What is required: Say how many lines in the data hold "numbered". Nothing else belongs in the answer.

━━━━━ The data

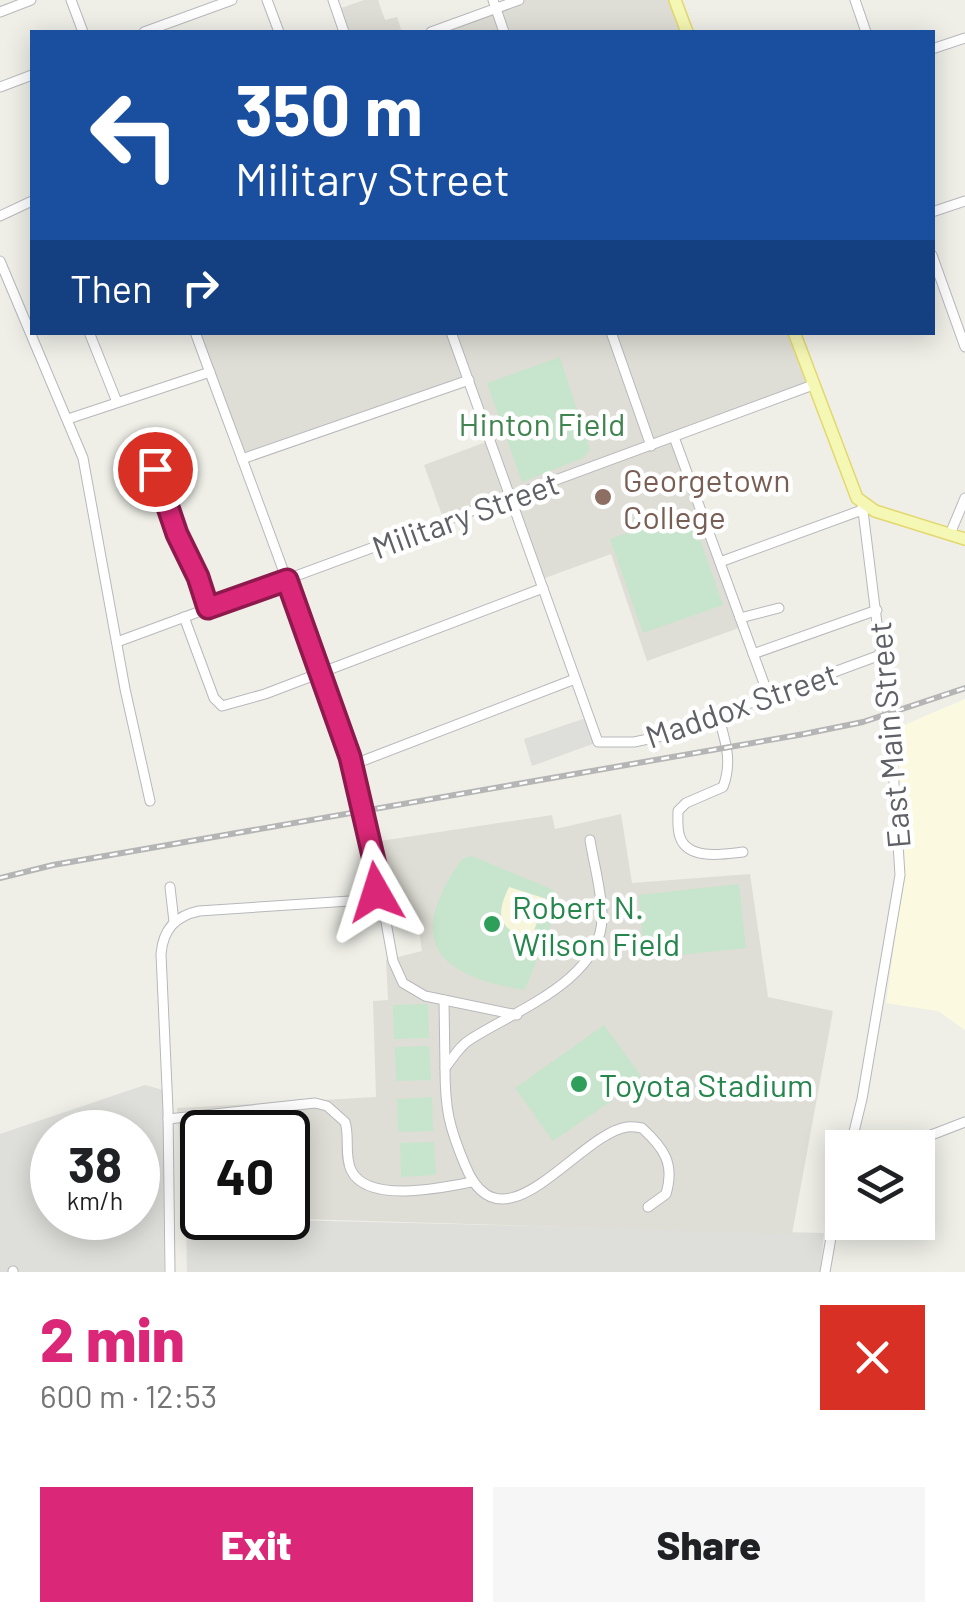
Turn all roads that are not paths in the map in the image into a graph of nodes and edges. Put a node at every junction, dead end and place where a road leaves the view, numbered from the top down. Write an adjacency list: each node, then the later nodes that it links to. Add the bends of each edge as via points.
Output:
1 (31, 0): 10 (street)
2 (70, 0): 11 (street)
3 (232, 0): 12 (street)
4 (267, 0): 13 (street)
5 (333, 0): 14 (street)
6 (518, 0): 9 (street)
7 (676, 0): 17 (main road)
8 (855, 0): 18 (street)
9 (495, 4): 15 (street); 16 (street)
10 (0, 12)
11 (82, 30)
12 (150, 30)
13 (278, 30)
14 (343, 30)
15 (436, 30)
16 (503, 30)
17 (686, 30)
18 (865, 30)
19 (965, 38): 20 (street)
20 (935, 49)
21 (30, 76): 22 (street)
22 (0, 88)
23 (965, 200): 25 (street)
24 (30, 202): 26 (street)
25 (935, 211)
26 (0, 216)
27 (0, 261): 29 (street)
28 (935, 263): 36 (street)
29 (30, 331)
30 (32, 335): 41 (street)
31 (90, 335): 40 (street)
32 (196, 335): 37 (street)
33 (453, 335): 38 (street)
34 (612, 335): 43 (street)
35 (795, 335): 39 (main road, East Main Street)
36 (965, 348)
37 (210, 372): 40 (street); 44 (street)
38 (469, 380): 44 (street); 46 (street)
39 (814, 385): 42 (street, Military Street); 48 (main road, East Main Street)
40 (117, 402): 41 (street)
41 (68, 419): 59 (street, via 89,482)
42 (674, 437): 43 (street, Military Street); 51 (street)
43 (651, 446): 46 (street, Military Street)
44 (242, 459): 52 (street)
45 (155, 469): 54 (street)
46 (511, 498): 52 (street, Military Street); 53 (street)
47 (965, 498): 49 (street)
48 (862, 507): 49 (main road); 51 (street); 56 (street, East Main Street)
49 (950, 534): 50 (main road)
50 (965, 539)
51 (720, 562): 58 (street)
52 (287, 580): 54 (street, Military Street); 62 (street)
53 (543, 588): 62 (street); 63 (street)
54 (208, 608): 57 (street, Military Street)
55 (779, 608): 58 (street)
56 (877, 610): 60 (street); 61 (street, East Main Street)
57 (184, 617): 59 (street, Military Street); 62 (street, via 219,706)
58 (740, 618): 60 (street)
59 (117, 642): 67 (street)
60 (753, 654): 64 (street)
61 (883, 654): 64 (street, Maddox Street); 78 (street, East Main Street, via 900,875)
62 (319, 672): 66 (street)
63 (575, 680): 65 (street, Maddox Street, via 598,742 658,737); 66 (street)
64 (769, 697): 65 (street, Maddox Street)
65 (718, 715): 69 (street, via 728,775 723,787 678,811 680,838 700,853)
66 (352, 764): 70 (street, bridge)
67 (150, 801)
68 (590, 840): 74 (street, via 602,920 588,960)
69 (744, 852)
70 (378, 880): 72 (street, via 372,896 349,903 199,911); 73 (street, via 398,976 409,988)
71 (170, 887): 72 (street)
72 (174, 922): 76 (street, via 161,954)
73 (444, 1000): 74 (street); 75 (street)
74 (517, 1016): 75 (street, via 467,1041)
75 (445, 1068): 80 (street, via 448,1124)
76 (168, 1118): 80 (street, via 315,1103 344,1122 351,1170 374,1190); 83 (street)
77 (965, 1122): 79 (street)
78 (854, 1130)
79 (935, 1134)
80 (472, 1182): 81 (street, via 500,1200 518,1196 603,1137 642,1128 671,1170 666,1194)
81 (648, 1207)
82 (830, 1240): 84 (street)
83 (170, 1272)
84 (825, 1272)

━━━━━━━━━━
━━━━━ The data

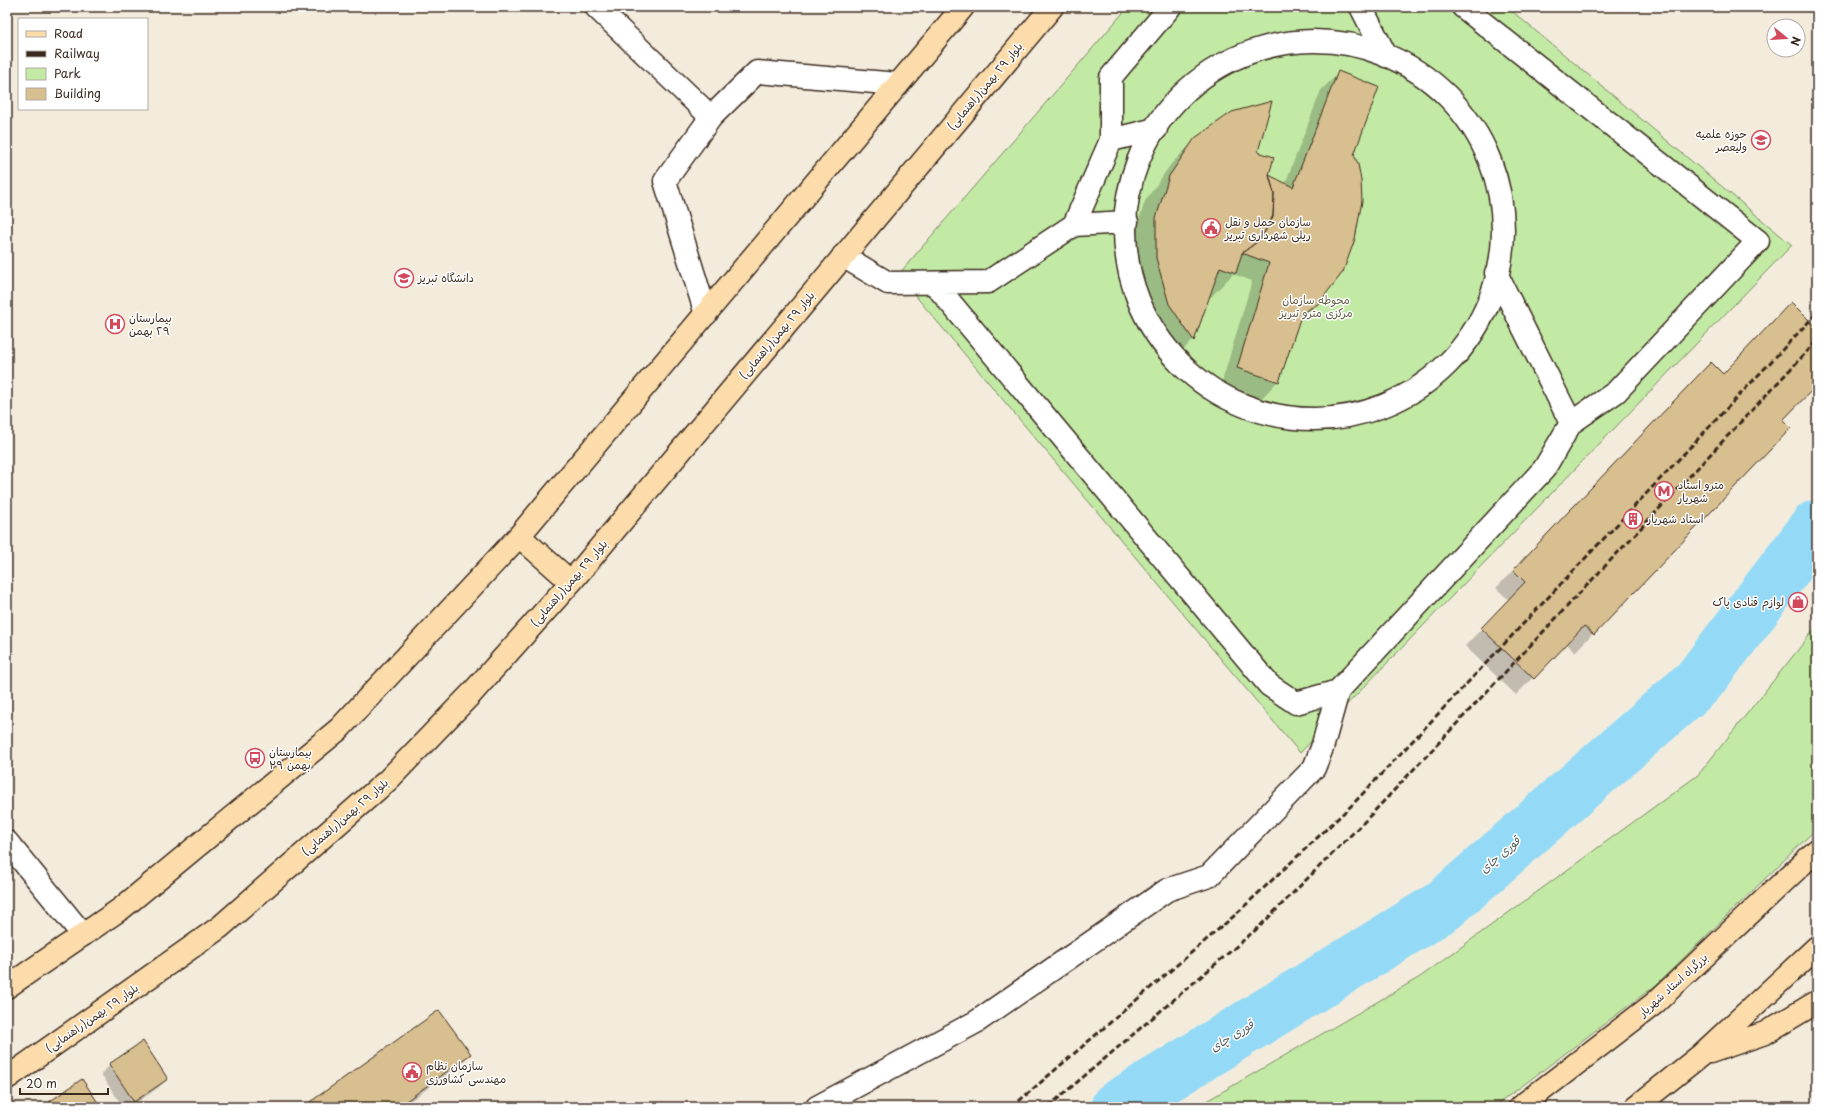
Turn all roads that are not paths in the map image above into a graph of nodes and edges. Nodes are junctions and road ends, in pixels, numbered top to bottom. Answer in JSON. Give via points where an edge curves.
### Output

━━━━━━━━━━

Exercise answer: 2